The safety and soundness, or prudential regulators, should want M&A, but are afraid of the fast money aspects of embedded finance and any creative lending or product development. These regulators are interested in passing what’s called “Basel III Endgame,” which perhaps appropriately seems like the name of a super boring Bond villain. Leaving aside whether this is necessary or not, it will significantly increase capital requirements for any novel or creative lending activities.
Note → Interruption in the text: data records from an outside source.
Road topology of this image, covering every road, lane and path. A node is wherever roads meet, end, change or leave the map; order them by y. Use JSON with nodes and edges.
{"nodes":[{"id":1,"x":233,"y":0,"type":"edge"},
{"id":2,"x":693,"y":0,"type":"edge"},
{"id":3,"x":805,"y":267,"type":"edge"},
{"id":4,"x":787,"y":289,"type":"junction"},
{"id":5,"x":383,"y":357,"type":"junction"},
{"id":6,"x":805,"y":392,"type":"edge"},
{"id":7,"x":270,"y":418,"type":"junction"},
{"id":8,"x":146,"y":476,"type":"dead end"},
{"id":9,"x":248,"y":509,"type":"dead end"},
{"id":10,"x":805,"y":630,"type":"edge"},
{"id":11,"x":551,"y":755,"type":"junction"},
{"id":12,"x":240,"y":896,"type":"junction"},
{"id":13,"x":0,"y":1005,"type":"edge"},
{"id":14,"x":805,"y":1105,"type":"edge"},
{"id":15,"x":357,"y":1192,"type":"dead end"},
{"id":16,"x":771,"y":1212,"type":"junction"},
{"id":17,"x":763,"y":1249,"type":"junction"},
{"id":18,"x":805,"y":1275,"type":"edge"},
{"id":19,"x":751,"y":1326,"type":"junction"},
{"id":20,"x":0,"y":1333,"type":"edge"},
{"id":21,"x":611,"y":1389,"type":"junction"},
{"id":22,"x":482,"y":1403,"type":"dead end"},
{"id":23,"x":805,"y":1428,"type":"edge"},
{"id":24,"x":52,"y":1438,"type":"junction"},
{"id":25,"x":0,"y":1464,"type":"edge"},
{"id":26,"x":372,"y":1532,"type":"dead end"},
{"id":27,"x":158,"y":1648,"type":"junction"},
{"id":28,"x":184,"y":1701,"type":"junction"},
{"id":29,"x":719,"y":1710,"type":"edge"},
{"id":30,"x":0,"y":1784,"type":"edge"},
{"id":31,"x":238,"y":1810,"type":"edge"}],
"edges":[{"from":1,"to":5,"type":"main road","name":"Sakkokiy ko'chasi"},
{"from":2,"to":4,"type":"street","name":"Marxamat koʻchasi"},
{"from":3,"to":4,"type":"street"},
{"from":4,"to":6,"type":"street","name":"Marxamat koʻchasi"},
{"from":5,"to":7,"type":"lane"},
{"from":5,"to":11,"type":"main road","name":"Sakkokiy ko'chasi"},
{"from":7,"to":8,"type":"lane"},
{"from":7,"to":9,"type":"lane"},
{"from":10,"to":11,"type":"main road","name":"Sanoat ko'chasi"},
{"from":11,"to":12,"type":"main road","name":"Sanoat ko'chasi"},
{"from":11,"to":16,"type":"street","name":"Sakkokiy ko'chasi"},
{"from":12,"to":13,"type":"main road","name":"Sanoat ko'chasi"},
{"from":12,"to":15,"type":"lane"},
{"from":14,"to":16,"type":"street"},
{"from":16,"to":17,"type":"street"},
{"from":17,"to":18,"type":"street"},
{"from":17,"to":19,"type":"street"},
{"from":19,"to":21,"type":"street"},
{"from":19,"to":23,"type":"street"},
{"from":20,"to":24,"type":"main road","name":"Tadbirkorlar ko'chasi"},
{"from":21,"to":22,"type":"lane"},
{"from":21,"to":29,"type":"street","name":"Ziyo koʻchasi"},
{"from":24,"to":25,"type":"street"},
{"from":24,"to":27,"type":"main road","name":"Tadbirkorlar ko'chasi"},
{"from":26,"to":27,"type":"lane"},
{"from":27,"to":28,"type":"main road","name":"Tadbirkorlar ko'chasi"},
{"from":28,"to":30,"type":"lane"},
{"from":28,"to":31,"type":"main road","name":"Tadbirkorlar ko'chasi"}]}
The financial crime regulators detest embedded finance, full stop, and want to go back to wet signatures in the branch (and potentially insist on customers arriving on horse and buggy). They are begrudgingly fine with M&A because they recognize that you need scale to have world-class systems, and if they can’t mandate the return of the 1950s, they need banks to have better tech. These were the folks riding herd on the BaaS industry last week, with their Oprah Winfrey-style willy-nilly distribution of consent orders.
The consumer protection and competitiveness regulators are good with embedded finance (and might even finally enforce Section 1033!) but despise M&A and consider creativity guilty until proven innocent, even if it’s much better for the customer than the alternatives.
Of course, most agencies have some responsibility for all three priorities, but they are not well-positioned to balance them in a nuanced way that considers the unintended consequences of each quite valid objective. Despite my irrepressible snarkiness, I am very sympathetic to the regulators — these issues are complex, and anything they do that appears to be friendly to the banking industry will be attacked, even though the health of our economy depends on the health of our banking system quite directly.
This is a case of talented, thoughtful people, each pursuing understandable and legitimate goals for the benefit of our society, whose insufficiently coordinated efforts, however, will be the end of our financial system as we know it. (Not investment advice, but you might want to buy some BTC, ETH and SOL, as we have.)
Moving past a cycle of sin and redemption
“Take Me to the River”, originally by Al Green but then taken to new heights by the Talking Heads, is clearly the best cultural meme related to Banking-as-a-Service, but frankly it’s also a confusing song.
It is prima facie about baptism, the cleansing of sin, the delivery of that inevitable consent order. That said, it’s also about the reality of vice, financial crime and questionable relationship choices. Perhaps the latter creates the need for the former, but the song reads more like a nuanced cycle of sin and redemption than a straightforward morality tale. The implication, surely, is that there will be more than one trip to the river.
The banking industry and its stalwart regulators are going to have to move beyond a Manichean model of sin and redemption. As banks fumble their way through the turbulent waters of the next five years, they will need to get big, get embedded or get creative — or some combination.
There will be some bad actors, but much more common will be those making simple mistakes, of strategy or execution. If the regulators, via a lack of coordination or a concerted effort to forestall change, inhibit scale, embedded finance and creativity, we may end up with a pure banking system, but not a healthy or effective one.